What is it? Workshop at the ALT-C conference
When? 10:50 - 11:50 on Wednesday, 8 September 2010
Where? Main Auditorium, University of Nottingham
Come along and join Helen Keegan, Frances Bell, Josie Fraser, James Clay for a creative and lively session where participants will work in groups to produce snapshot ideas for using mobile phones in the classroom - using your very own mobile devices...
By the end of the session you will:
- have developed a conceptual understanding of a ‘guerilla EdTech’ approach to activity design
- be able to upload media from internet mobile devices to web sites, including geo-location services
- have acquired a range of sample media artefacts and learning activities for your students
BACKGROUND: Mobile devices in educational settings are powerful tools for supporting and recording learning, but have had mixed reactions from students. Some students see educational media such as podcasts as an intrusion into their personal use of technology; others who are given standard mobile devices for a project don't relate to them as 'personal' devices. Staff wishing to harness mobile learning technologies in their productive engagement with students can get distracted by the provision of technologies rather than focusing on learning outcomes.
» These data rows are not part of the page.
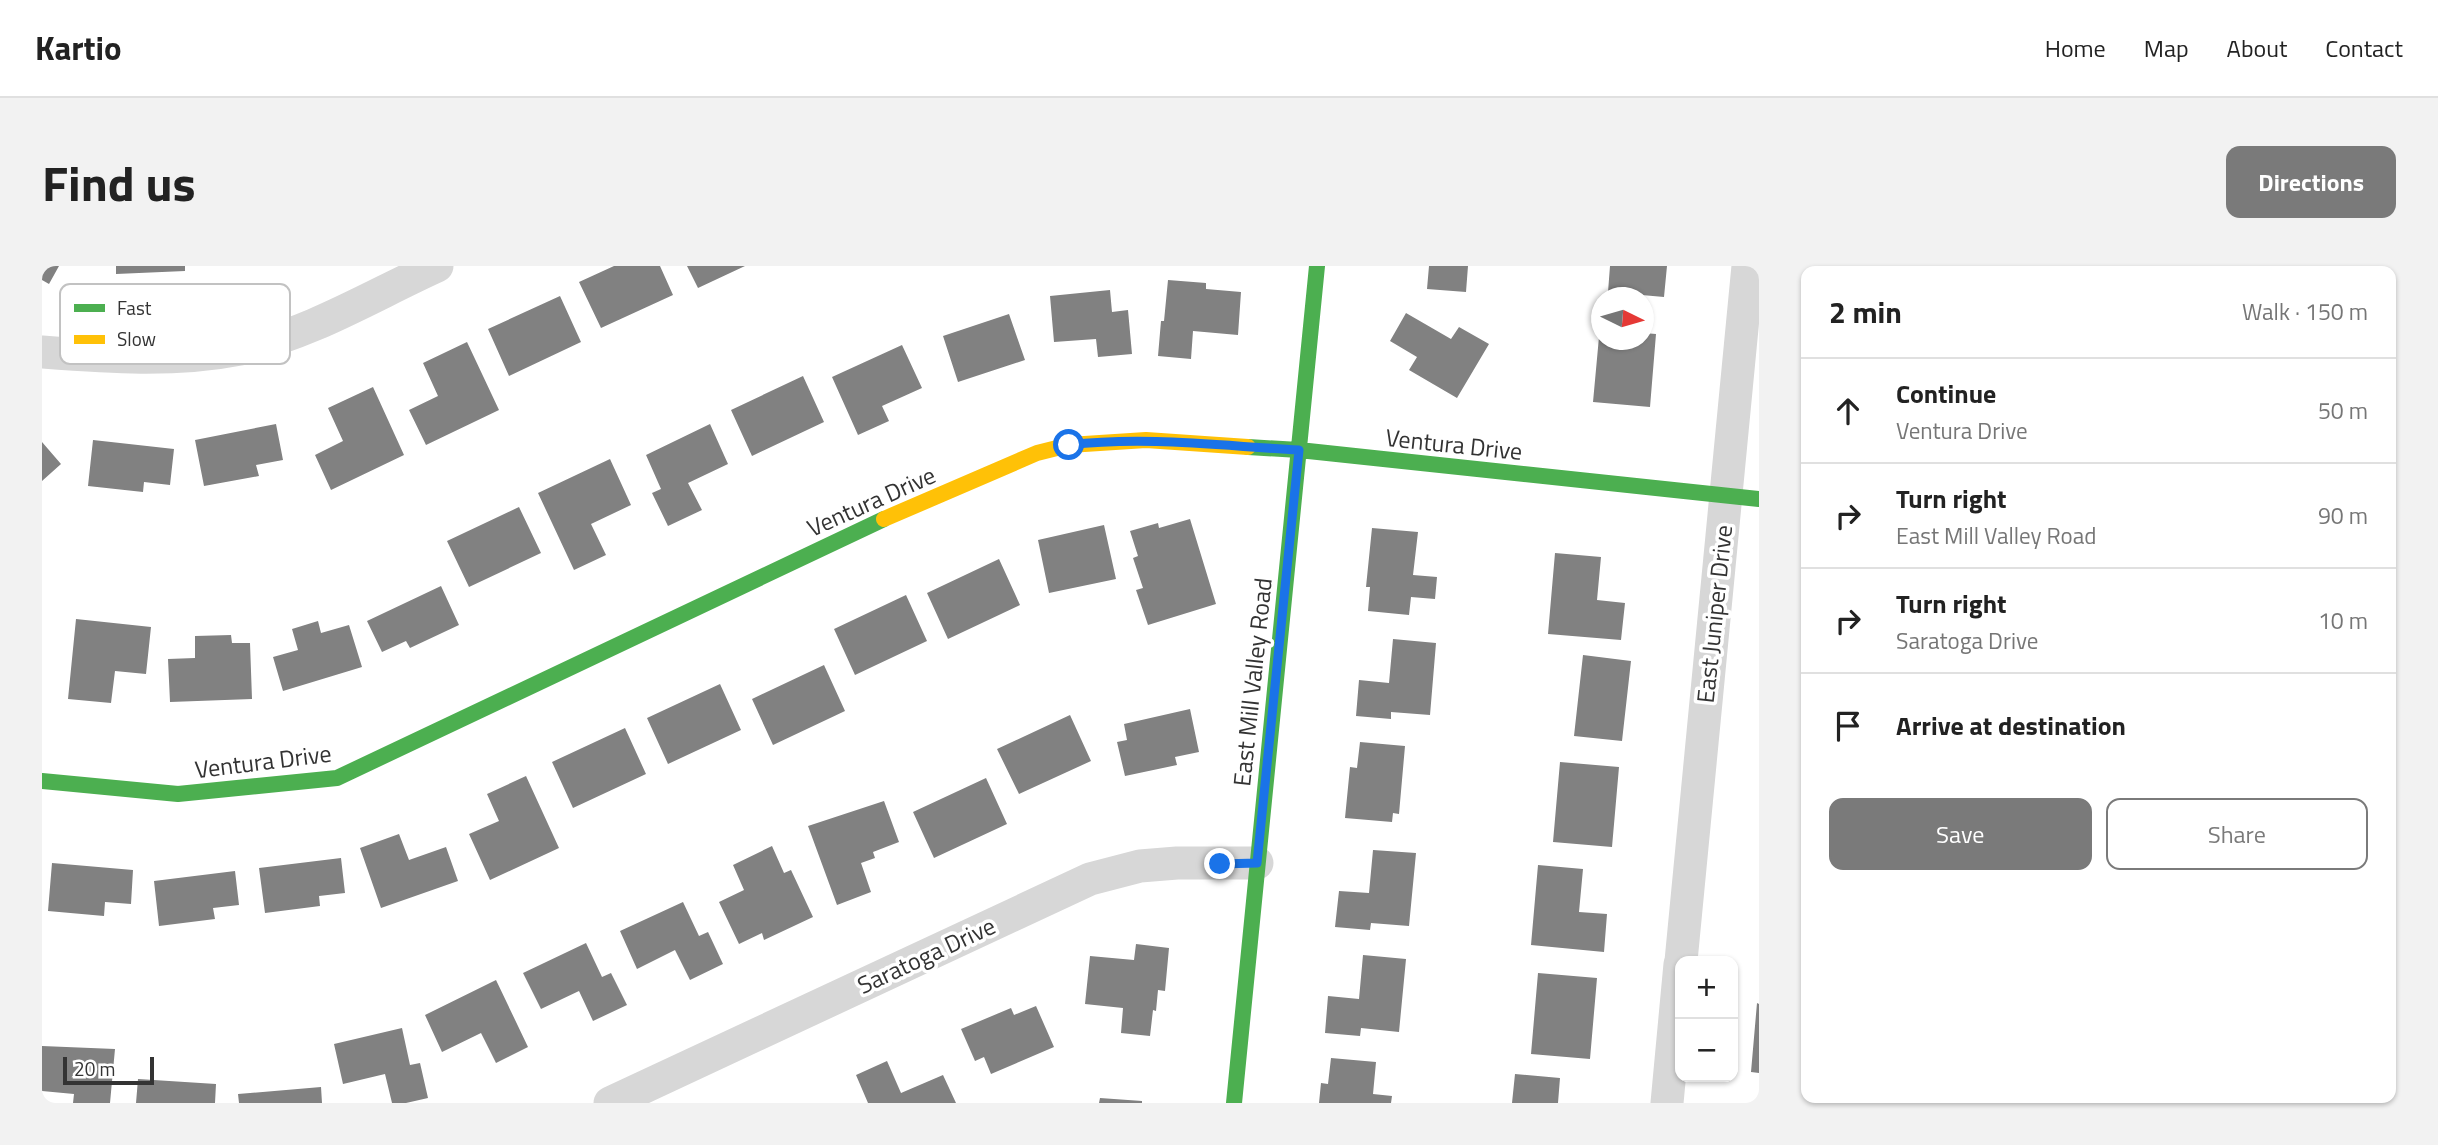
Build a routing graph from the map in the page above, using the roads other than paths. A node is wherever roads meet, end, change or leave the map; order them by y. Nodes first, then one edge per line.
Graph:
1 (437, 266) edge
2 (1317, 266) edge
3 (1748, 266) edge
4 (290, 332) edge
5 (42, 352) edge
6 (60, 353) edge
7 (1299, 450) junction
8 (1726, 495) junction
9 (1759, 499) edge
10 (42, 781) edge
11 (1257, 863) junction
12 (1681, 956) edge
13 (1675, 1017) edge
14 (610, 1103) edge
15 (1234, 1103) edge
16 (1667, 1103) edge

1 - 4 street
2 - 7 street, East Mill Valley Road
3 - 8 street, East Juniper Drive
5 - 6 street
7 - 8 street, Ventura Drive
7 - 10 street, Ventura Drive
7 - 11 street, East Mill Valley Road
8 - 9 street, Ventura Drive
8 - 12 street, East Juniper Drive
11 - 14 street, Saratoga Drive
11 - 15 street, East Mill Valley Road
13 - 16 street, East Juniper Drive

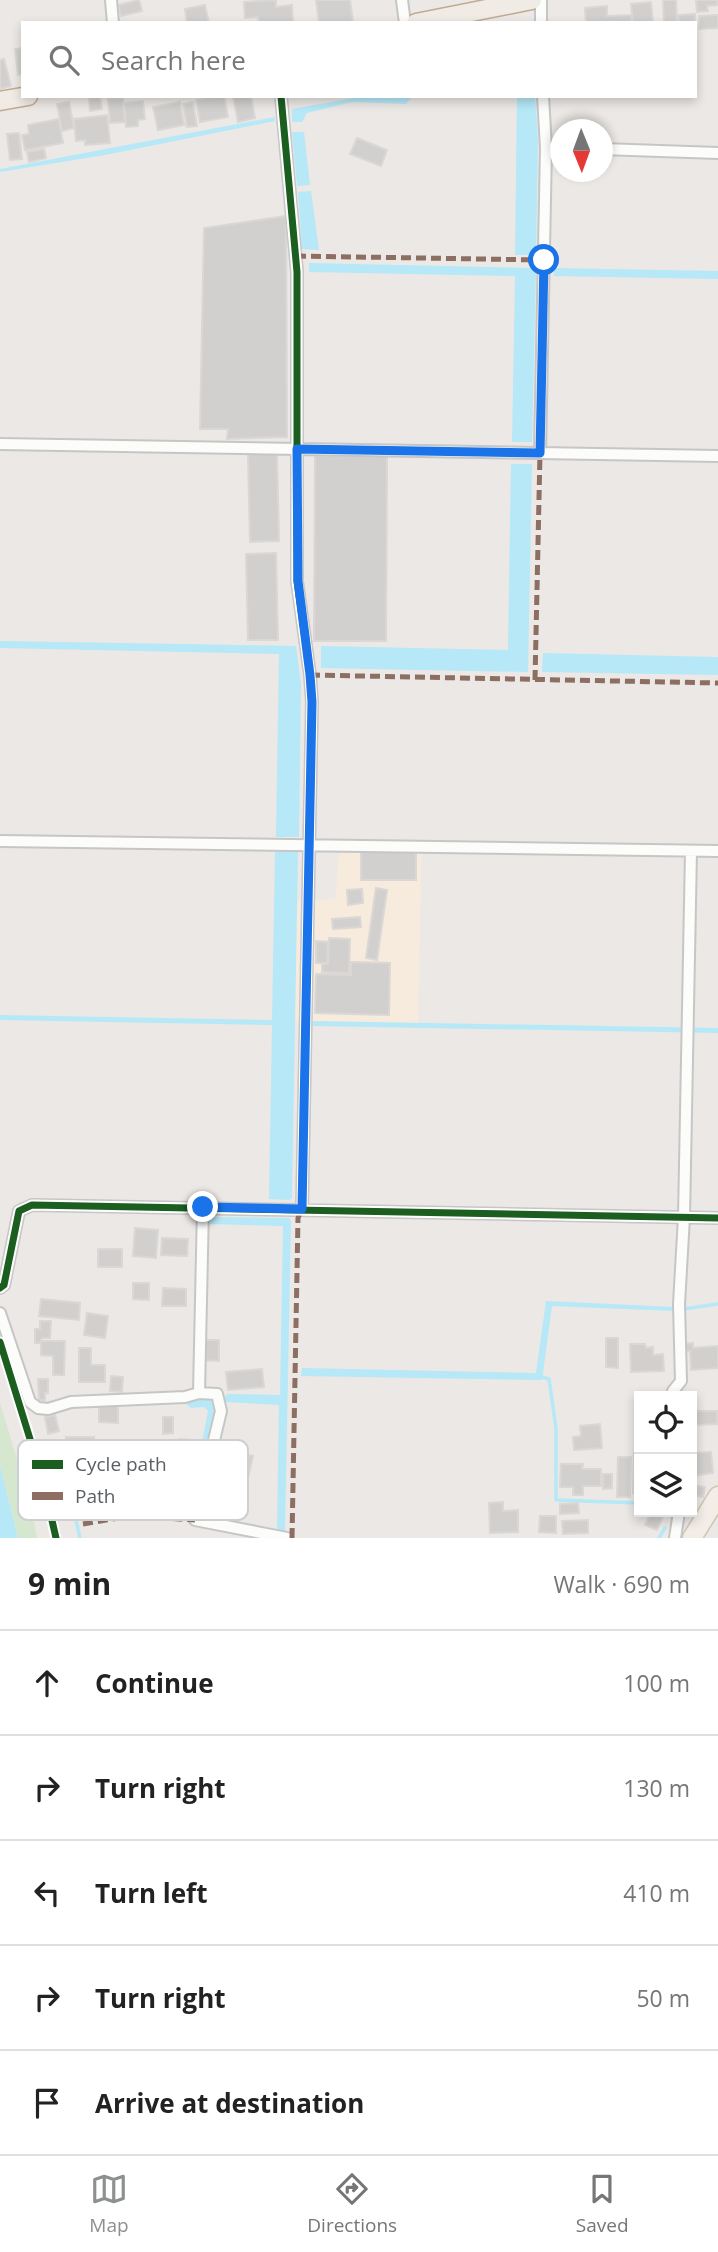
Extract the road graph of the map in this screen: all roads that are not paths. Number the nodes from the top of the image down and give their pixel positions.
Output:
1 (111, 0) edge
2 (402, 0) edge
3 (532, 0) edge
4 (541, 0) edge
5 (505, 3) edge
6 (113, 21) edge
7 (405, 21) edge
8 (425, 21) edge
9 (541, 21) edge
10 (21, 97) edge
11 (281, 98) edge
12 (543, 98) edge
13 (0, 101) edge
14 (546, 148) junction
15 (550, 148) edge
16 (613, 149) edge
17 (718, 153) edge
18 (0, 444) edge
19 (297, 449) junction
20 (540, 453) junction
21 (718, 456) edge
22 (0, 841) edge
23 (308, 845) junction
24 (691, 851) junction
25 (718, 851) edge
26 (203, 1207) junction
27 (302, 1209) junction
28 (684, 1217) junction
29 (718, 1218) edge
30 (0, 1289) edge
31 (0, 1313) edge
32 (673, 1391) edge
33 (200, 1393) junction
34 (214, 1440) edge
35 (718, 1496) edge
36 (678, 1517) edge
37 (195, 1520) edge
38 (287, 1538) edge
39 (675, 1538) edge
40 (692, 1538) edge

1 - 6 street
2 - 7 street
3 - 5 highway
4 - 9 street
5 - 8 highway
10 - 13 highway
11 - 19 street
12 - 14 street
14 - 15 street
14 - 20 street
16 - 17 street
18 - 19 street
19 - 20 street
19 - 23 street
20 - 21 street
22 - 23 street
23 - 24 street
23 - 27 street
24 - 25 street
24 - 28 street
26 - 27 street
26 - 30 street
26 - 33 street
27 - 28 street
28 - 29 street
28 - 32 street
31 - 33 street
33 - 34 street
35 - 40 main road
36 - 39 street
37 - 38 street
This practical workshop will introduce participants to a range of ideas for using personal technologies to enhance the teaching and learning experience through student-generated content production and geo-location services. The emphasis is on pragmatic and resourceful practice by students and staff in using platform-agnostic media and services to support the learning process.
Participants will be introduced to new narratives using the mobile phone as a tool for data recording, media production and content sharing, and emerging web services as means of aggregating content from multiple platforms. Geo-location services will be introduced from the perspective of using hyper-local mobile phone applications in education, in order to give participants an idea of how these techniques could be used more widely in a learning context.
Taking a ‘guerilla narrative’ approach to rapid learning design, participants will then work in groups to produce learning activities which take advantage of the devices in students’ pockets. Each group will produce 3 'snapshot' ideas - audio, image and video - for using mobile technologies in the classroom. Using their own mobile phones participants will record their snapshots/learning activities, producing media artefacts which can then be uploaded and shared with the wider community via the session wiki.